Speaking on the topic of that one woman led to some other things that were included in the article. I will admit I said them all. I did say that about 50% of the sex workers I've met had tried exotic dancing. It's the truth.

It's what I didn't say that bothers me now. I was talking to Ryann Rain about it this morning. Most of the women we know who are exotic dancers would not cross over into prostitution. The reason they are exotic dancers is because they are not comfortable with contact. But when people read this article, that's not what they will think. Mom's of exotic dancers will worry that their daughters will become prostitutes. And it will likely increase the stigma even more.

I'm disappointed in myself for not choosing my words more carefully. In this kind of work, it's not the truth always that matters. It's how the truth is presented that matters.

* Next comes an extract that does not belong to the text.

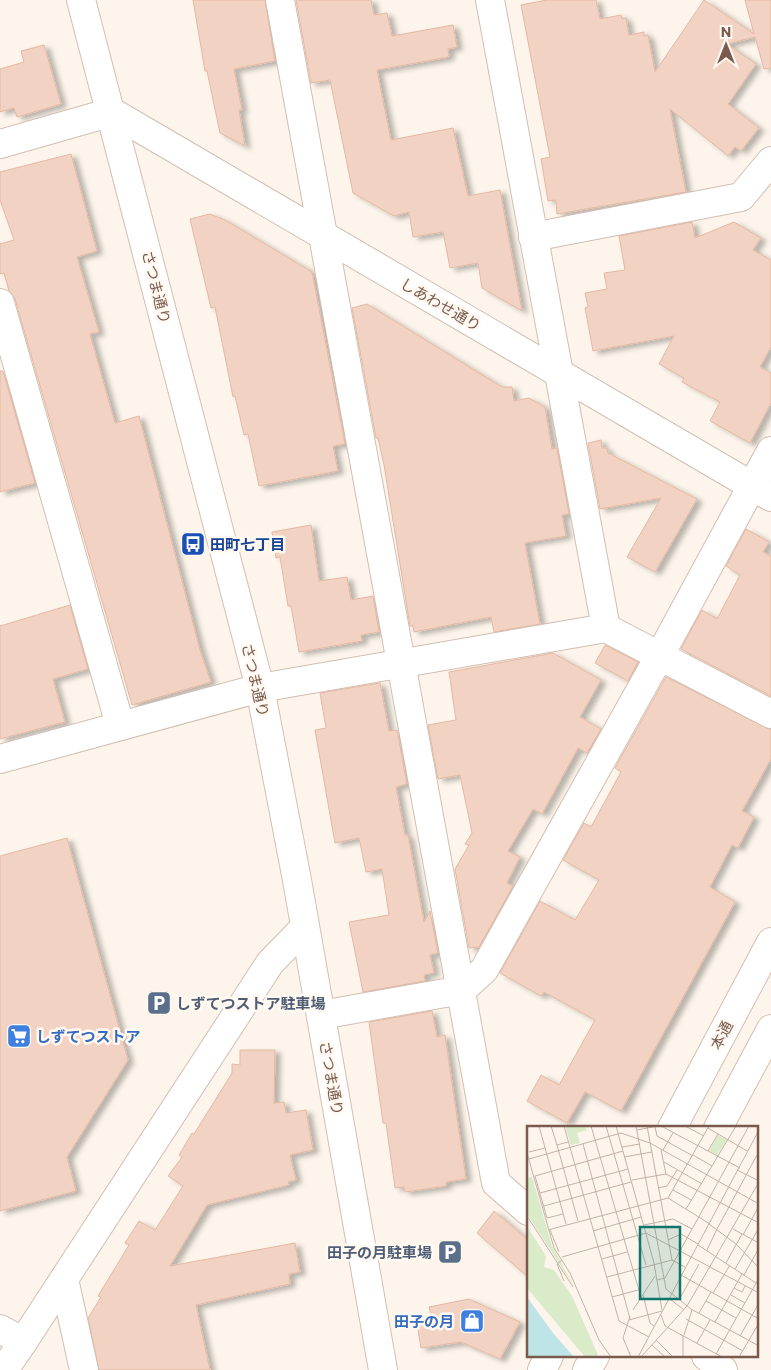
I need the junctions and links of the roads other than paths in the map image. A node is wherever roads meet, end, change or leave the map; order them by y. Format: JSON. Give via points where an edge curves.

And in this case, it was presented to the detriment and increased stigma of exotic dancers.


Susan said...

I know how irritating it can be to deal with reporters, but it's not an "asswad mentality" that says reporters don't let their stories be read in advance by anyone but editors -- it's part of journalistic ethics to ensure they aren't influenced unduly by publicists or powerful sources. Any reporter or publication concerned with her or its integrity would decline such requests.

Anyhow, as a stripper I don't feel alienated in the least by that article. We're all sex workers! Those with poor opinions of exotic dancers really wouldn't change their minds because of the 50 or 75 or 90 percent of us who danced and didn't cross over into other sex work.

What a great event, and I hope it's very successful.

Annie Temple said...

Thanks, Susan. I admit that my language betrayed my disappointment in the article. When I was going to school in the PR program, we had presentations by many reporters. There was one who stands out in my mind. She said that when it came to sensitive topics, she would allow the subject of the article to read it first - especially if that person expressed some anxiety. I've always remembered that there are journalists like her and wish there were more.

But you're right - "asswad" is a harsh judgment. lol and besides, I don't want to insult the writer as she did a great job and obviously meant well.

I'm glad you didn't feel alienated at all, but my experience with many dancers from the naked truth forums, is that they would be quick to pounce on me for my words and how they might further stigmatize the industry.

But I do accept that this will happen occasionally and it's not a good enough reason to remain silent. My loud voice will make more of a difference than the hundreds of silent ones, regardless of the occasional out-of-context portrayal.

Kiki said...

I don't think there's much wrong with the article, I guess I can see where you're coming from though.
I think it's probably fair to say that the dance industry has changed significally over the last 15 years so most of the girls who dance now have probably been in for under 10 years, many probably under 5.
I think the industry has changed for the better, but it probably isn't unfair off to say that in years past it was not the empowering career choice that it is now. It was run by men, for ment and as societies attitudes and expectations change so does (in theory) our treatment of women, which translates here very well.
We ALL know people who have ended up either on the streets or in survival sex, it just so happens that because you are a dancer that may be where you know them from. Anyone who would read that article and judge all dancers, probably wasn't going to get anything positive out of it (or the event) anyways so to hell with them.
You're wicked awesome, and your skills with the press are super wonderful.